Two of the country's biggest ports are now requiring all international crews to do 14 days in managed isolation - and they want other ports to follow suit.
The ports of Auckland and Tauranga made the move despite Health Minister Chris Hipkins saying today that this would mean a number of ships wouldn't come to New Zealand.
Hipkins told RNZ that every crewmember entering the country could soon be required to be tested for Covid 19 but he's yet to decide whether to put all shipping crews through managed isolation.
The current situation is that crew who are flown into New Zealand are taken straight to the port to join their vessel if it is leaving port that day, after being collected by a vehicle with a driver in PPE gear.
Ports of Auckland's general communications manager Matt Ball said the 14-day managed isolation requirement was introduced last week, after it became clear the likely source of the current port worker cluster was eight Philippine seamen who went through the port untested.
Ball said the port has had a positive response from its shipping companies regarding the requirement.
He said it gave crews and shipping companies reassurance there were no infected people on board.
A Port of Tauranga spokesperson said the company sent an advisory notice to shipping agents last night requiring international crew members joining a vessel in Tauranga to complete 14 days in managed isolation and test negative for Covid-19.
The port understood this created logistical challenges for its shipping line customers, the notice said.
"However, we cannot risk having to close the port due to operational staff being in quarantine."
The Ministry of Health didn't answer specific questions. However, in a statement it said it regularly reviewed the Covid-19 strategy to ensure that it remained fit for purpose for its elimination strategy – this included reviewing what the testing programme for port workers and crew members looked like.
Health officials were working closely with border agencies on how to limit the risk of Covid-19, it said.
Immigration New Zealand said between 10 August and 26 October, 466 individuals were approved a critical purpose visa for the purposes of travelling to New Zealand as 'replacement cargo ship crew'. It said 324 of those individuals have arrived in New Zealand and 142 were yet to arrive.
All international crews arriving in the Port of Tauranga now face a mandatory two-week quarantine. Photo / File
Today marked six straight days of no Covid cases in the community, but health authorities are still questioning how the virus once again slipped through New Zealand's borders.
It's the longest run of no new cases in the community since the marine engineer tested positive for the virus on October 16.
Director general of health Dr Ashley Bloomfield yesterday announced all close and casual contacts of the engineer had tested negative for the virus.
Overall there had been nearly 40,000 tests since the case was announced.
This was despite two of the man's colleagues, who also boarded the foreign vessel the Sofrana Surville, testing positive and visiting a range of Auckland venues including Malt Bar in Greenhithe on the Friday evening, along with a gym, bank and several stores.
While the potential for an outbreak would remain until two full incubation cycles after October 16 - 28 days - so far it appears the city may have dodged a bullet that could have potentially plunged it back into lockdown.

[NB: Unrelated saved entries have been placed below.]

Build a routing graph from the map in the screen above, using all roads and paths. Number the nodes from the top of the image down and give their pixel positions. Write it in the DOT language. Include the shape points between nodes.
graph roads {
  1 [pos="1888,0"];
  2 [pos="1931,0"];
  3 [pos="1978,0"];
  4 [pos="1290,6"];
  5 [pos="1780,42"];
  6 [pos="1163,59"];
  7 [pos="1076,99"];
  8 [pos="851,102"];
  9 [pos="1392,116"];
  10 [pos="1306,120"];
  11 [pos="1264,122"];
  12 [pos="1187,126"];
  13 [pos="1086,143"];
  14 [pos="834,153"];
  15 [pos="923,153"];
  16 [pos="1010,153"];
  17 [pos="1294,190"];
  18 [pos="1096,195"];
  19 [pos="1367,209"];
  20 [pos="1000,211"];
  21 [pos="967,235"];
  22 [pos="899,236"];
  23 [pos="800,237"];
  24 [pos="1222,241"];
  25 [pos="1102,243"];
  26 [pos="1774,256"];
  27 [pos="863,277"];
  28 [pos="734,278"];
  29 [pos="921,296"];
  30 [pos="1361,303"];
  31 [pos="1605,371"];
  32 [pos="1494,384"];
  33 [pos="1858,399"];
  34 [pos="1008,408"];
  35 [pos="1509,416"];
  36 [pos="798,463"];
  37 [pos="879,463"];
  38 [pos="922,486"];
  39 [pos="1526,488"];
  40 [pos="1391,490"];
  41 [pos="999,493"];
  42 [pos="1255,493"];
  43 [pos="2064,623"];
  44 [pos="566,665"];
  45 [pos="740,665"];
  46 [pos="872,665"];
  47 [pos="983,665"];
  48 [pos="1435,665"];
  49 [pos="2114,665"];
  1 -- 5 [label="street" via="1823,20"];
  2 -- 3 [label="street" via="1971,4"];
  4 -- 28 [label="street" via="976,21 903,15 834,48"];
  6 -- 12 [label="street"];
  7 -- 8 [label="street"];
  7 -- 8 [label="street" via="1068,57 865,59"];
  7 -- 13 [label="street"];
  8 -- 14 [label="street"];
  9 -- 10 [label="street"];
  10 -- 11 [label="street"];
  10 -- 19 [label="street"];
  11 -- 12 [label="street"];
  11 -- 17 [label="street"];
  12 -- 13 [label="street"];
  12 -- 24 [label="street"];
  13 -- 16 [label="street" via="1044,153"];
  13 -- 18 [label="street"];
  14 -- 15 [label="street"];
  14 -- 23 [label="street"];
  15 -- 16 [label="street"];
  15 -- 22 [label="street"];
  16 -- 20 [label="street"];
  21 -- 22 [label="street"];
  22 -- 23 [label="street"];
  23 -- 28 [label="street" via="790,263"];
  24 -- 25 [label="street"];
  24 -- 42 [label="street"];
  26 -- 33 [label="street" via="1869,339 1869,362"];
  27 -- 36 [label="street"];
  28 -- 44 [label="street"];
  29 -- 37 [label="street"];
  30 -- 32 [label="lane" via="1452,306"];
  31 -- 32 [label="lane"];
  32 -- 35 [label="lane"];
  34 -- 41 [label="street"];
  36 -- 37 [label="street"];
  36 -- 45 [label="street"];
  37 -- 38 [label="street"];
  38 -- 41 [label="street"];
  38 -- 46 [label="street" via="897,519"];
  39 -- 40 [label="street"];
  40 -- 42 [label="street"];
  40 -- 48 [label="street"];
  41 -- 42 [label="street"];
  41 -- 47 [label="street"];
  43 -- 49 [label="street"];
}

Infectious diseases expert Professor David Murdoch said the main takeaway from the rapid containment of the cluster was that the system is working as intended.
"It has been picked up quickly, we've managed to find the source - unlike the previous outbreak, there's been rigorous contact tracing and genome sequencing."
The fact an infected person had been in a crowded bar on a Friday evening, what could have been a "super spreader" event, and there had so far been no repercussions was not necessarily just luck, Murdoch said.